# Week 6: Introduction to Pytorch & Neural Networks


## Chapter Outline
<hr>

<div class="toc"><ul class="toc-item"><li><span><a href="#Chapter-Learning-Objectives" data-toc-modified-id="Chapter-Learning-Objectives-2">Chapter Learning Objectives</a></span></li><li><span><a href="#Imports" data-toc-modified-id="Imports-3">Imports</a></span></li><li><span><a href="#1.-Introduction" data-toc-modified-id="1.-Introduction-4">1. Introduction</a></span></li><li><span><a href="#2.-PyTorch's-Tensor" data-toc-modified-id="2.-PyTorch's-Tensor-5">2. PyTorch's Tensor</a></span></li><li><span><a href="#3.-Neural-Network-Basics" data-toc-modified-id="3.-Neural-Network-Basics-6">3. Neural Network Basics</a></span></li></ul></div>

## Chapter Learning Objectives
<hr>

- Describe the difference between `NumPy` and `torch` arrays (`np.array` vs. `torch.Tensor`).
- Explain fundamental concepts of neural networks such as layers, nodes, activation functions, etc.
- Create a simple neural network in PyTorch for regression or classification.

## Imports
<hr>

In [None]:
import sys
import numpy as np
import pandas as pd
import torch
from torchsummary import summary
from torch import nn, optim
from torch.utils.data import DataLoader, TensorDataset
from sklearn.datasets import make_regression, make_circles, make_blobs
from sklearn.preprocessing import StandardScaler
from sklearn.linear_model import LinearRegression

## 1. Introduction
<hr>

PyTorch is a Python-based tool for scientific computing that provides several main features:
- `torch.Tensor`, an n-dimensional array similar to that of `NumPy`, but which can run on GPUs
- Computational graphs and an automatic differentiation enginge for building and training neural networks

You can install PyTorch from: https://pytorch.org/.

## 2. PyTorch's Tensor
<hr>

In PyTorch a tensor is just like NumPy's `ndarray`.

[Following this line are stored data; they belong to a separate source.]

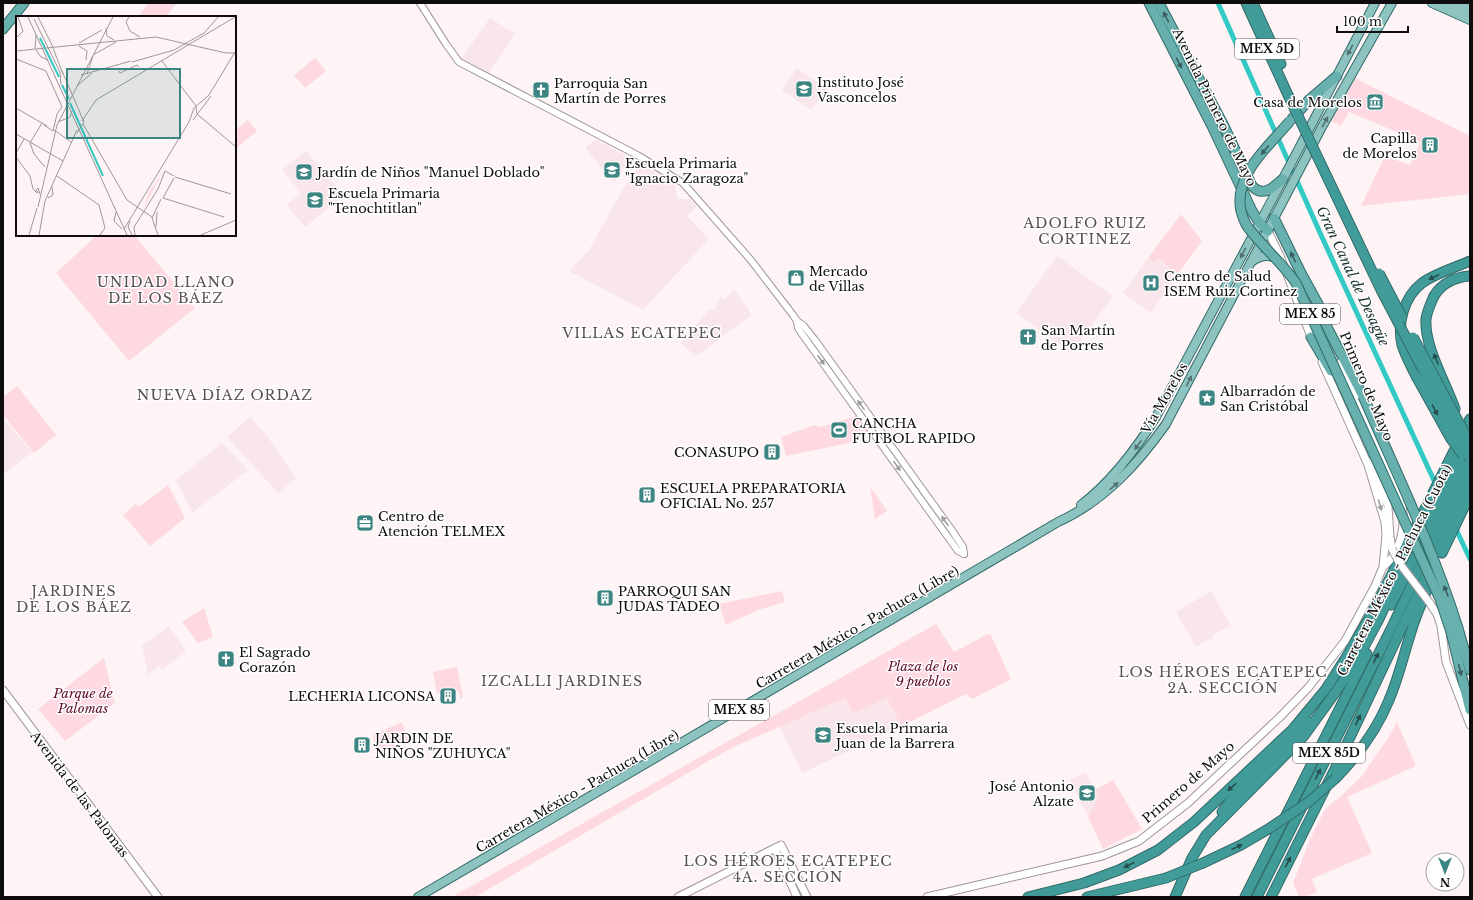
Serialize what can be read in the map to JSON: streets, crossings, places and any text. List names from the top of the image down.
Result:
{
  "streets": {
    "highway": [
      "MEX 5D",
      "Avenida Primero de Mayo",
      "MEX 85",
      "Primero de Mayo",
      "Carretera México - Pachuca (Cuota)",
      "MEX 85D"
    ],
    "main road": ["Vía Morelos", "Carretera México - Pachuca (Libre)", "Avenida de las Palomas"]
  },
  "crossings": [
    ["Avenida Primero de Mayo", "MEX 85"],
    ["Avenida Primero de Mayo", "Primero de Mayo"],
    ["Avenida Primero de Mayo", "Vía Morelos"],
    ["MEX 85", "Primero de Mayo"],
    ["Primero de Mayo", "Vía Morelos"],
    ["Vía Morelos", "Carretera México - Pachuca (Libre)"]
  ],
  "districts": [
    "ADOLFO RUIZ CORTINEZ",
    "UNIDAD LLANO DE LOS BÁEZ",
    "VILLAS ECATEPEC",
    "NUEVA DÍAZ ORDAZ",
    "JARDINES DE LOS BÁEZ",
    "LOS HÉROES ECATEPEC 2A. SECCIÓN",
    "IZCALLI JARDINES",
    "LOS HÉROES ECATEPEC 4A. SECCIÓN"
  ],
  "water": ["Gran Canal de Desagüe"],
  "parks": ["Plaza de los 9 pueblos", "Parque de Palomas"],
  "places": {
    "school or university": [
      "Instituto José Vasconcelos",
      "Escuela Primaria \"Ignacio Zaragoza\"",
      "Jardín de Niños \"Manuel Doblado\"",
      "Escuela Primaria \"Tenochtitlan\"",
      "Escuela Primaria Juan de la Barrera",
      "José Antonio Alzate"
    ],
    "church": ["Parroquia San Martín de Porres", "San Martín de Porres", "El Sagrado Corazón"],
    "museum": ["Casa de Morelos"],
    "building": [
      "Capilla de Morelos",
      "CONASUPO",
      "ESCUELA PREPARATORIA OFICIAL No. 257",
      "PARROQUI SAN JUDAS TADEO",
      "LECHERIA LICONSA",
      "JARDIN DE NIÑOS \"ZUHUYCA\""
    ],
    "shop": ["Mercado de Villas"],
    "hospital": ["Centro de Salud ISEM Ruiz Cortinez"],
    "place": ["Albarradón de San Cristóbal"],
    "sports": ["CANCHA FUTBOL RAPIDO"],
    "office": ["Centro de Atención TELMEX"]
  },
  "scale_bar": "100 m",
  "north": "bottom"
}
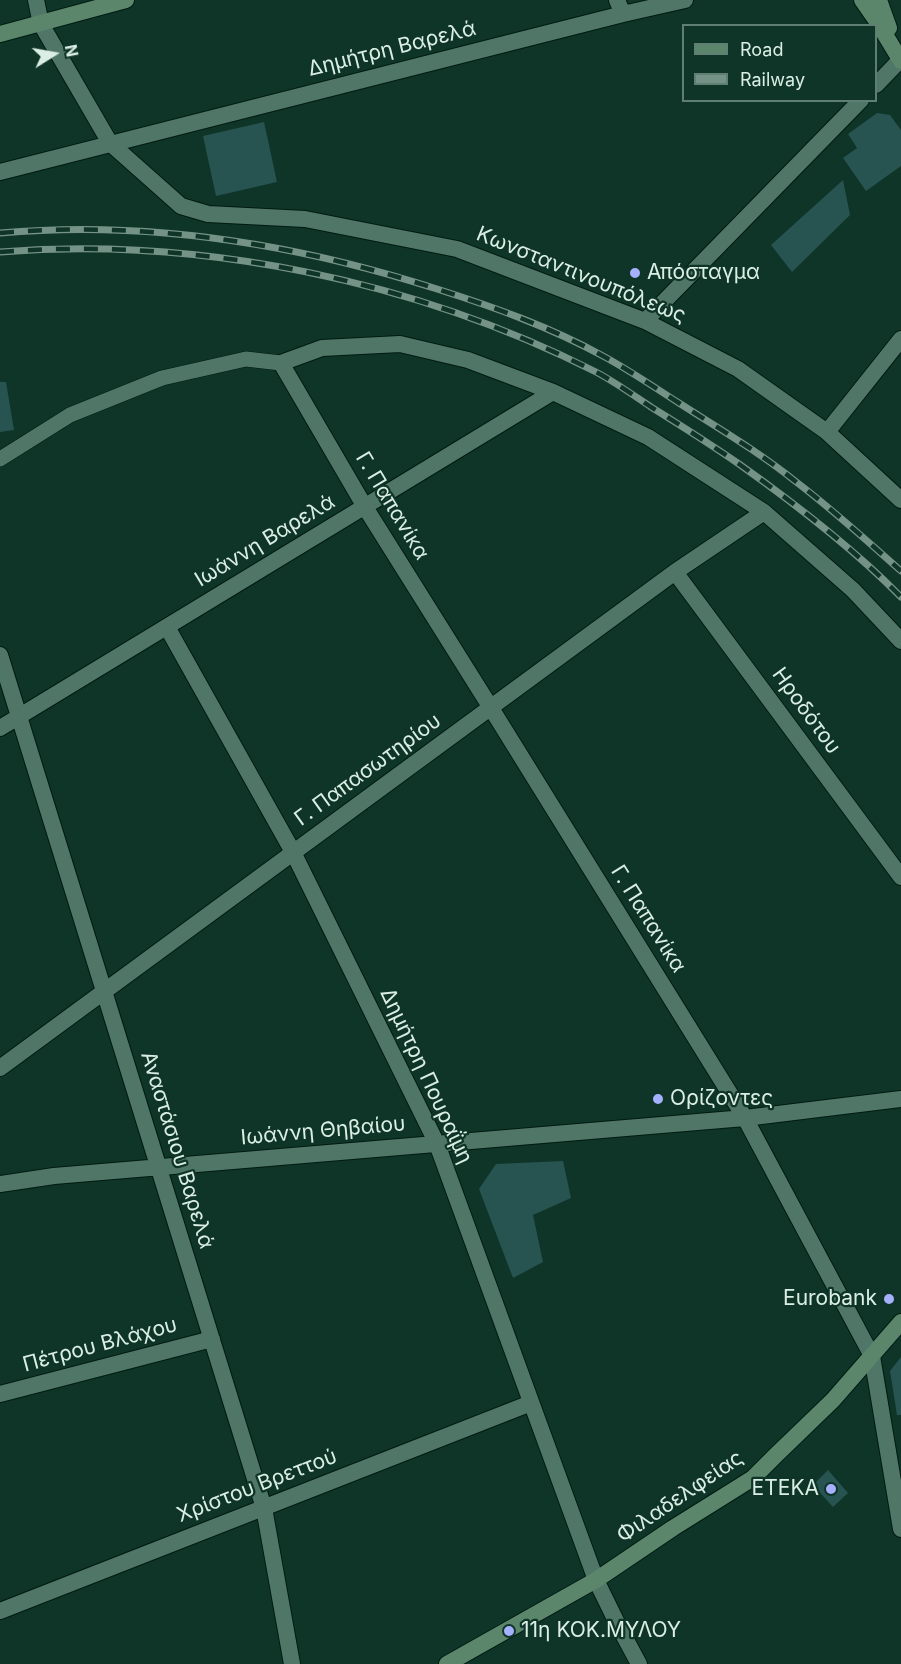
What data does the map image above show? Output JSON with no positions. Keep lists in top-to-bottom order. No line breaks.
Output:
{"streets":{"main road":["Φιλαδελφείας"],"street":["Δημήτρη Βαρελά","Κωνσταντινουπόλεως","Γ. Παπανίκα","Ιωάννη Βαρελά","Ηροδότου","Γ. Παπασωτηρίου","Δημήτρη Πουραΐμη","Ιωάννη Θηβαίου","Αναστάσιου Βαρελά","Πέτρου Βλάχου","Χρίστου Βρεττού"]},"crossings":[["Δημήτρη Βαρελά","Κωνσταντινουπόλεως"],["Γ. Παπανίκα","Ιωάννη Βαρελά"],["Γ. Παπανίκα","Γ. Παπασωτηρίου"],["Γ. Παπανίκα","Ιωάννη Θηβαίου"],["Γ. Παπανίκα","Φιλαδελφείας"],["Ιωάννη Βαρελά","Δημήτρη Πουραΐμη"],["Ιωάννη Βαρελά","Αναστάσιου Βαρελά"],["Ηροδότου","Γ. Παπασωτηρίου"],["Γ. Παπασωτηρίου","Δημήτρη Πουραΐμη"],["Γ. Παπασωτηρίου","Αναστάσιου Βαρελά"],["Δημήτρη Πουραΐμη","Ιωάννη Θηβαίου"],["Δημήτρη Πουραΐμη","Χρίστου Βρεττού"],["Δημήτρη Πουραΐμη","Φιλαδελφείας"],["Ιωάννη Θηβαίου","Αναστάσιου Βαρελά"],["Αναστάσιου Βαρελά","Πέτρου Βλάχου"],["Αναστάσιου Βαρελά","Χρίστου Βρεττού"]],"places":["Απόσταγμα","Ορίζοντες","Eurobank","ΕΤΕΚΑ","11η ΚΟΚ.ΜΥΛΟΥ"],"legend":["Road","Railway"],"north":"right"}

A key difference between PyTorch's `torch.Tensor` and NumPy's `np.array` is that `torch.Tensor` was constructed to integrate with GPUs and PyTorch's computational graphs (more on that next chapter though).

### 2.1. `ndarray` vs `tensor`

Creating and working with tensors is much the same as with NumPy `ndarrays`. You can create a tensor with `torch.tensor()`:

In [None]:
tensor_1 = torch.tensor([1, 2, 3])
tensor_2 = torch.tensor([1, 2, 3], dtype=torch.float32)
tensor_3 = torch.tensor(np.array([1, 2, 3]))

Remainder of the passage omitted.